Dans la langue qui prenait possession de moi durant l’enfance, on pouvait donc percevoir le murmuredu plurilinguisme qui lui avait donné naissance, reflet de l’histoire italienne contemporaine. Durant ces premières années de mon enfance, l’ancêtre latin – langue que j’apprendrai plus tard au collège d’un autre pays – était caché. Il avait déjà le visage austère des premiers héros du Latium, comme Caio Muzio Scevola qui n’hésita pas à brûler la main qui avait raté le roi envahisseur et qu’il devait éliminer. Ce personnage me fit une forte impression lorsque, enfant, j’entrevis son portrait dans les corridors de l’école Edmondo de Amicis à Florence. Mais cette première année fut rapidement interrompue par les clameurs de l’autre langue, partie sur les routes du monde.

Que racontait donc cette autre langue dans ses lettres de papier bible ? Elle nous racontait l’histoire immémoriale du voyage, elle racontait que  tutto il mondo è paese , elle racontait la quête d’un bon job, elle racontait la lutte des classes et le mépris des nantis ; elle racontait l’avenir des fils ; elle racontait le départ.

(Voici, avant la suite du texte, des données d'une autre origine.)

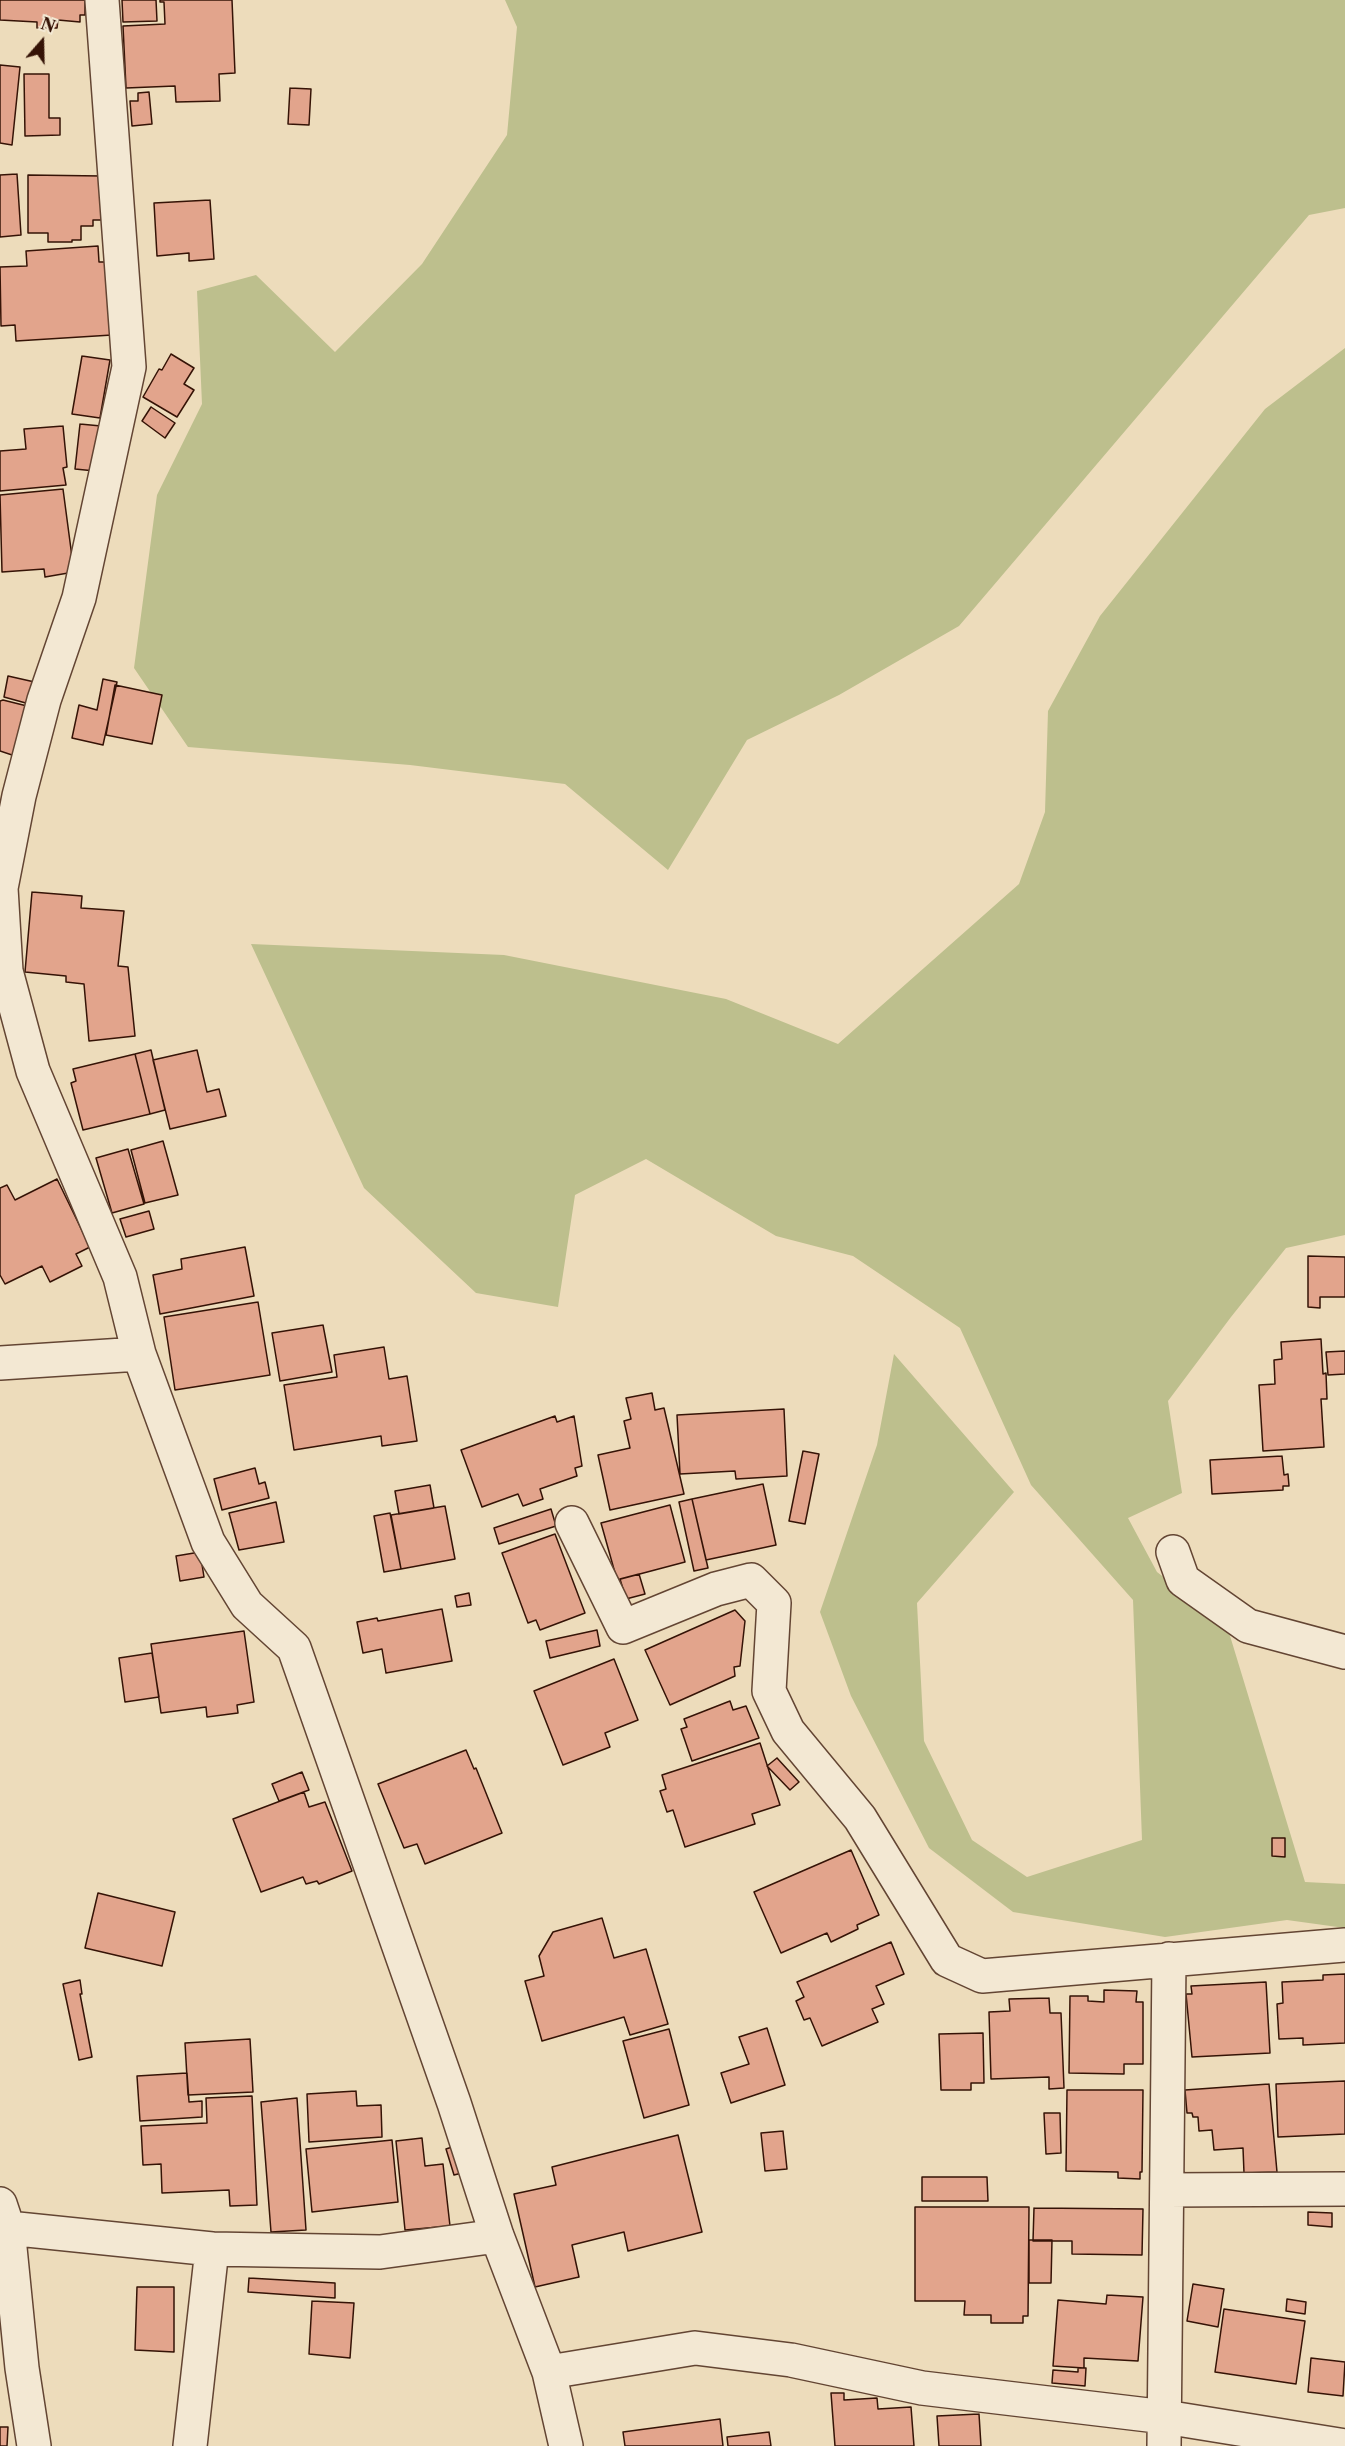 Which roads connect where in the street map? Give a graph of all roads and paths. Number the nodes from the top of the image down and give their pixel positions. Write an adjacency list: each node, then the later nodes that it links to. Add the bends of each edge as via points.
1 (102, 0): 2 (street, via 129,367 79,598 44,700 19,796 2,888 6,971 33,1071 120,1277)
2 (139, 1354): 3 (street); 12 (street, via 208,1542 247,1605 294,1648)
3 (0, 1363)
4 (572, 1523): 8 (street, via 623,1627 716,1589 751,1580 774,1603 769,1691 788,1731 860,1818 947,1960 982,1976)
5 (1173, 1552): 6 (street, via 1183,1580 1248,1626)
6 (1345, 1652)
7 (1345, 1945): 8 (street)
8 (1169, 1959): 10 (street)
9 (1345, 2189): 10 (street)
10 (1168, 2190): 16 (street)
11 (4, 2216): 13 (street); 14 (street)
12 (497, 2236): 13 (street, via 380,2252); 15 (street)
13 (212, 2249): 18 (street)
14 (11, 2369): 17 (street)
15 (549, 2372): 16 (street, via 694,2348 791,2360); 19 (street)
16 (1164, 2432): 20 (street)
17 (34, 2446)
18 (190, 2446)
19 (566, 2446)
20 (1345, 2446)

Cette langue migrante, susurrante et familière, n’était plus la langue de l’exil où elle naquit « pèlerine par la volonté et la vision d’un seul homme chassé de sa ville natale. Elle était déjà la langue de l’au-delà de l’exil ; la langue de l’au-delà de l’histoire avec ses longues colonnes de déportés.

Si cette langue n’avait rien à partager avec la langue de la modernité orgueilleuse, elle était déjà la langue de l’éloquence. Cette langue que les enfants reçoivent de leur nourrice en suçant le lait de leur sein, l’imitant « sans règles aucune »Cette langue, écrivait le poète, est notre première vraie langue. Comment comprendre autrement son pouvoir de conviction, en mesure de déplacer en un siècle des millions de migrants qui la parlaient mal Cependant, à cause justement de sa faiblesse, de son absence d’état, de ses dialectes qui ont persisté, l’italien « pèlerin » était déjà une langue migrante et, dans la fulgurance de son crépuscule, une langue de la transculture.

Transculture

Quand le cubain Fernando Ortiz formula la notion de « transculturation » au début des années 1940, il voulait saisir les traits susceptibles de définir la cubanitad de son île dont la culture était héritière de quatre traditions : amérindienne, esclavagiste, coloniale, émigrante. « L’immigrant, affirme Ortiz, se trouve, tel un déraciné, dans un double mouvement de mésadaptation et d’adaptation, de déculturation et d’acculturation avant d’arriver enfin à la synthèse : soit la transculturation. »

Ce mouvement hégélien entre horizontalité de l’exil et verticalité de la mobilité émigrante, m’était apparu, dans les années 1980, plus conforme à la réalité. Les expressions en vogue alors comme le métissage, l’interculturalité et ses connotations catholiques, ou encore le multiculturalisme promu par l’état libéral, étaient précisément les notions avec lesquelles on s’est mesurés. 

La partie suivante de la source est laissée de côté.